The massive entryway served as more than mere ornament, however. By carving out a recessed portico under the arch, William Price increased the store frontage available for the store’s display windows, while also linking the forms on the building’s exterior with the barrel vaults of the interior’s sales floor. This structural clarity offsets the otherwise-concealed novelty of the store’s design: reinforced concrete. As a result of Price’s interest and Reed’s investment, Jacob Reed’s Sons’ Store was among the first retailers in Philadelphia to adopt this modern technology, while still highlighting the business’ traditional approach to sales.
Once inside the store itself, the building draws on the plan and many of the features associated with ecclesiastical architecture. This was common in the new department stores, which celebrated consumerism in grand, vaulted spaces. (French author Emile Zola labeled Paris’ department stores “cathedrals of modernity”—a social commentary that was common at the time.) It is not surprising then that Jacob Reed’s Sons’ Store recalls the forms of early Christian and Byzantine churches, with concrete columns that separate the long barrel-vaulted sales floor from the side aisles. The interior’s space even draws on light from church-like clerestory windows—although they used modern backlighting (rather than natural lighting) to give the impression of a freestanding structure in the middle of the city.

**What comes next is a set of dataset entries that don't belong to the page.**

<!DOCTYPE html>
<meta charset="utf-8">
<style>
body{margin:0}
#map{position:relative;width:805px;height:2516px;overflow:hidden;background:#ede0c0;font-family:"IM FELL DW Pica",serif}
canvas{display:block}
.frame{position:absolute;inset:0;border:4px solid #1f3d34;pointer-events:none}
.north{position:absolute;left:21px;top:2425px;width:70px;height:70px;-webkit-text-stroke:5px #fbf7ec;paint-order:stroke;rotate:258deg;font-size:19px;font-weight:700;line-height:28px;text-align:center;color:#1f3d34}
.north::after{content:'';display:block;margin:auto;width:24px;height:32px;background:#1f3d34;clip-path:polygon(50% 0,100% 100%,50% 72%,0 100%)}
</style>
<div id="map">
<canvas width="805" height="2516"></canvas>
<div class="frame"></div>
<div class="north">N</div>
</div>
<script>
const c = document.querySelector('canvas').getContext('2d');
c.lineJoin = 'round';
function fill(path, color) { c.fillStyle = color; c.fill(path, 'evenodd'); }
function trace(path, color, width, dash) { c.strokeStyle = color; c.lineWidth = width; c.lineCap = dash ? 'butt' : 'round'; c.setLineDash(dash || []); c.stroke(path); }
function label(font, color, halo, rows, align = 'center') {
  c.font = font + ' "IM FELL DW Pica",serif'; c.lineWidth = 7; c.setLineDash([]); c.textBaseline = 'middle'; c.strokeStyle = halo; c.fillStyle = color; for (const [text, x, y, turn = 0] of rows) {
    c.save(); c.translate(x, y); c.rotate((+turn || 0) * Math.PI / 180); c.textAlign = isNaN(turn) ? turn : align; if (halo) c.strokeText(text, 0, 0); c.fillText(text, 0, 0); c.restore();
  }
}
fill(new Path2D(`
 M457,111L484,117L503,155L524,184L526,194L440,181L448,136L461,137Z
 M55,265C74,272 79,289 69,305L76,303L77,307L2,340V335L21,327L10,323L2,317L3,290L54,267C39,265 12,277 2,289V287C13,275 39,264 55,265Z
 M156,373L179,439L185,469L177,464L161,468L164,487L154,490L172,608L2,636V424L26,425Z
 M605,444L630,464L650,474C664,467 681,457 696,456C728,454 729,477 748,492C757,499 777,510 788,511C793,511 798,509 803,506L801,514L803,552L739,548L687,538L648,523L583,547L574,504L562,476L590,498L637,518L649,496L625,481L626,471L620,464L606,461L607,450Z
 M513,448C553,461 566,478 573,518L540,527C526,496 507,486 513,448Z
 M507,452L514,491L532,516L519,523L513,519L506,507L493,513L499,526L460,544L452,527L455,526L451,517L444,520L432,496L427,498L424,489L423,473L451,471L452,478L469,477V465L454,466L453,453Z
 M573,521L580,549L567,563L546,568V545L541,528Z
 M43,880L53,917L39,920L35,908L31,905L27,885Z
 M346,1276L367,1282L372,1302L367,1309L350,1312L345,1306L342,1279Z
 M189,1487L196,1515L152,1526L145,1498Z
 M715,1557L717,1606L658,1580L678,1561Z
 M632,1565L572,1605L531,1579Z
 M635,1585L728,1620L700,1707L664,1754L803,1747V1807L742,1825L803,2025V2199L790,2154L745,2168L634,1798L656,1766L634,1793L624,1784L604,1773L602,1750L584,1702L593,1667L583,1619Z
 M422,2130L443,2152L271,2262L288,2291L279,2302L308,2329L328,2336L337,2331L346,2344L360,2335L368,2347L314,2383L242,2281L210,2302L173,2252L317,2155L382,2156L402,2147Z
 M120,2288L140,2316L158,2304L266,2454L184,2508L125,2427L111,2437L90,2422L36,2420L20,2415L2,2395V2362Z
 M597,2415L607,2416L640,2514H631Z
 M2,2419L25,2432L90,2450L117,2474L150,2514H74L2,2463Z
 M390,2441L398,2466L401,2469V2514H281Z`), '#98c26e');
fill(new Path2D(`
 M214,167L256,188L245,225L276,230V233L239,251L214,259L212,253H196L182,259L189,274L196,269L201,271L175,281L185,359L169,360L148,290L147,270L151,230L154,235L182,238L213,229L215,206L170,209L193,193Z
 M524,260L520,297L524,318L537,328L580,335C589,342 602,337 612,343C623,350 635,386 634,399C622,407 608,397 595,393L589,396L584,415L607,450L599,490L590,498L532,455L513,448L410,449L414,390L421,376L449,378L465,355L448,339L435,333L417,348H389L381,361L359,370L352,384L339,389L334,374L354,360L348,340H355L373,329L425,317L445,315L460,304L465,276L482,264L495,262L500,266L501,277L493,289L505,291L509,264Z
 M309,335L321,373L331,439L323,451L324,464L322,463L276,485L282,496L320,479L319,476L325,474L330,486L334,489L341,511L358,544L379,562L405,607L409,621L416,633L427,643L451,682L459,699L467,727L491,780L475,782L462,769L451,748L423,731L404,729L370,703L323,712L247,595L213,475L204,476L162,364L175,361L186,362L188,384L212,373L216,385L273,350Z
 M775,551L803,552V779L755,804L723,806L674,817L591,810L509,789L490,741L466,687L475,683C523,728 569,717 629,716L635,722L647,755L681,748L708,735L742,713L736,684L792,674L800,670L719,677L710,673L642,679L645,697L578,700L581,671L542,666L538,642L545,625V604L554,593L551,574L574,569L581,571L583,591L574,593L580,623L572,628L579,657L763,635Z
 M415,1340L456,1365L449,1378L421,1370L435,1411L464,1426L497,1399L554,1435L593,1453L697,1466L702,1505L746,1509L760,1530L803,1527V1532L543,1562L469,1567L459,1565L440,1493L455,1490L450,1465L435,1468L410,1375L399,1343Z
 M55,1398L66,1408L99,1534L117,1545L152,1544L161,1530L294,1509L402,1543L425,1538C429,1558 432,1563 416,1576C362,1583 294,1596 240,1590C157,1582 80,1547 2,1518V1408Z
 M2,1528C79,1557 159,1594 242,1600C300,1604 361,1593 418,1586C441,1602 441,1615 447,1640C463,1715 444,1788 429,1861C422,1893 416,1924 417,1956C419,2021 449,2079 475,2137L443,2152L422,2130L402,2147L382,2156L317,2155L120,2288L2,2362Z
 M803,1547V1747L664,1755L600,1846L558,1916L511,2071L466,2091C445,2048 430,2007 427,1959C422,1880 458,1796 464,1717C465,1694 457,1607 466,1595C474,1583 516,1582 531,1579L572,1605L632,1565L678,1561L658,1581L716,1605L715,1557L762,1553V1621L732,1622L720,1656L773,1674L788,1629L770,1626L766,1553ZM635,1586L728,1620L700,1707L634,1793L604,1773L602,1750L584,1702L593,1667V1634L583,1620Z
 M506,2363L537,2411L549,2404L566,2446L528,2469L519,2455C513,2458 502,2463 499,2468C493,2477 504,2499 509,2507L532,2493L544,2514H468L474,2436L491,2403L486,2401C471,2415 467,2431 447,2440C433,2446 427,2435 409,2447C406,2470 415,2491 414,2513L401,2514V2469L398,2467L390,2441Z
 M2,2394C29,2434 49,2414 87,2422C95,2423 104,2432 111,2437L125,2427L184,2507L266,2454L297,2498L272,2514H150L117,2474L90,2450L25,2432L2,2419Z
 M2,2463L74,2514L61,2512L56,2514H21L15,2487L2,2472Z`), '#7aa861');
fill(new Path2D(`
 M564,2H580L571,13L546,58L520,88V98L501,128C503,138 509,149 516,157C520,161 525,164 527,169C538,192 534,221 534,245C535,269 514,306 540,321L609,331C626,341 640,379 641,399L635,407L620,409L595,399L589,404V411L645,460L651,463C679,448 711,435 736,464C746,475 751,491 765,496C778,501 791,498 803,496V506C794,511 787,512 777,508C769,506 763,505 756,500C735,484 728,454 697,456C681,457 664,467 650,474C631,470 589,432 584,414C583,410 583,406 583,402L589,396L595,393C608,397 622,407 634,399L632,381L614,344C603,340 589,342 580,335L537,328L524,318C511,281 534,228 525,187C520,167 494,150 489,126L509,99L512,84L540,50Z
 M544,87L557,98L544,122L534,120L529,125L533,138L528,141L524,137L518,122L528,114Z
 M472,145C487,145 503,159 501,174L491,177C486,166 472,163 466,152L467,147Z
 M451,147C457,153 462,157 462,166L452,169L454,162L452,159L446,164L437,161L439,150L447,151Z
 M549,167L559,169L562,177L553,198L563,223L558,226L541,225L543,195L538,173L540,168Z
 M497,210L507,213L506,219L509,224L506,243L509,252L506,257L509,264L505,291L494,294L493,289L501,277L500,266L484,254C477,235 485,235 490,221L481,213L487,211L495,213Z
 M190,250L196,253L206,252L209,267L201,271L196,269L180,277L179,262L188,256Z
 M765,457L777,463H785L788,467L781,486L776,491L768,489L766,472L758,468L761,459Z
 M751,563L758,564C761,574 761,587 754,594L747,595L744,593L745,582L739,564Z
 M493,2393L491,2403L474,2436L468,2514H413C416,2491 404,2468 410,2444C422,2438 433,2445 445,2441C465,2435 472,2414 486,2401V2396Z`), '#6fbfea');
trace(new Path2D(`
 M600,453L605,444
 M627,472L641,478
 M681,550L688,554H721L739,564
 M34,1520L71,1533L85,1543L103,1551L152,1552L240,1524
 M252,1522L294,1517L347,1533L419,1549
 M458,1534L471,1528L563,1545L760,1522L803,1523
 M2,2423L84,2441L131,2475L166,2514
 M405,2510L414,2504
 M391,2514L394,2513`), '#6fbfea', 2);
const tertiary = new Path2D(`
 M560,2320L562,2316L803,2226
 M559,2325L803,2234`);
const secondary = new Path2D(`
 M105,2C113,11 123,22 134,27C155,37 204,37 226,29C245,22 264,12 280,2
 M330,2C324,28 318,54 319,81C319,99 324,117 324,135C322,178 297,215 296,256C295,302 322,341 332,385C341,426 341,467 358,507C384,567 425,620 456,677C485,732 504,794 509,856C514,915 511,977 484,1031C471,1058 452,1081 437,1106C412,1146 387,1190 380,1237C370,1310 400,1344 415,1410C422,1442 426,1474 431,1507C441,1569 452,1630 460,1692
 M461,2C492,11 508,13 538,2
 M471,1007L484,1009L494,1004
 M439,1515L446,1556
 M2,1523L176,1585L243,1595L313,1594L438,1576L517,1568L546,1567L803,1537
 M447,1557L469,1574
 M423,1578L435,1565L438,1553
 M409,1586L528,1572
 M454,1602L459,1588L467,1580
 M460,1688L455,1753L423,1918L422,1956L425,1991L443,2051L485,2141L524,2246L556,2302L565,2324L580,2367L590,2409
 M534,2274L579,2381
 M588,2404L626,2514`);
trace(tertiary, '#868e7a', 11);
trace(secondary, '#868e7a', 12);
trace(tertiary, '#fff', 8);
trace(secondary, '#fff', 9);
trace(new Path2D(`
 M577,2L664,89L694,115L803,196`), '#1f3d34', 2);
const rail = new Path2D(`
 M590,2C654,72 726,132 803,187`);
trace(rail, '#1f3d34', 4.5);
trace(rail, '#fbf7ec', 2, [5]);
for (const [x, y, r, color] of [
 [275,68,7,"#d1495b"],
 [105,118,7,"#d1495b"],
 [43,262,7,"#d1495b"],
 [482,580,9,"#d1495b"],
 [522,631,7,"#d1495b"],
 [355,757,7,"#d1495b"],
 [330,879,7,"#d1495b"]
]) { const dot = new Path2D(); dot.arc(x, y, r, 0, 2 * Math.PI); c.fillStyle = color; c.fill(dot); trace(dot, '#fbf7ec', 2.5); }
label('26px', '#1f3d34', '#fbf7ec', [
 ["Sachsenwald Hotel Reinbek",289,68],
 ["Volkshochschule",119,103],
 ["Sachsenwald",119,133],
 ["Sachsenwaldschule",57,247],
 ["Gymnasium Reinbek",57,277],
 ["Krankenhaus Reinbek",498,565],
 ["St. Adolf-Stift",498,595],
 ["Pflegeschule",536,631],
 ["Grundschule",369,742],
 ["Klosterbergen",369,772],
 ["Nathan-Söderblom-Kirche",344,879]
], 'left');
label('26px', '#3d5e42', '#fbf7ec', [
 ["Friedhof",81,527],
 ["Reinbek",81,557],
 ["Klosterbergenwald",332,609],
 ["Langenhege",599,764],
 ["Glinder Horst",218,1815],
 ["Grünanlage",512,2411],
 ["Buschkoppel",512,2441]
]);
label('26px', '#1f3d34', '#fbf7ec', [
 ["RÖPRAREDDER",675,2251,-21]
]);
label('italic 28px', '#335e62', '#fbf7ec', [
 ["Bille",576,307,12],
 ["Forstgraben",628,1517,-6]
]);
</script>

At the time it was built in 1903, William L. Price’s design for Jacob Reed’s Sons’ Store served to pivot between centuries, architectural styles, and structural innovations in Philadelphia. The building still stands as somewhat of a curiosity on Chestnut Street, an elaborate building from a somewhat obscure architect and its namesake store closed in 1983. Having morphed into a Barnes & Noble for a time in the 1980s, it has been occupied by a CVS Pharmacy since the mid-1990s.
Though the brand is long gone, Jacob Reed’s Sons’ Store remains, however, an unmistakable challenge to Philadelphia’s department stores at the turn of the century, responding to anonymous sales experiences with personalized care, innovative materials, architectural detail, and local roots.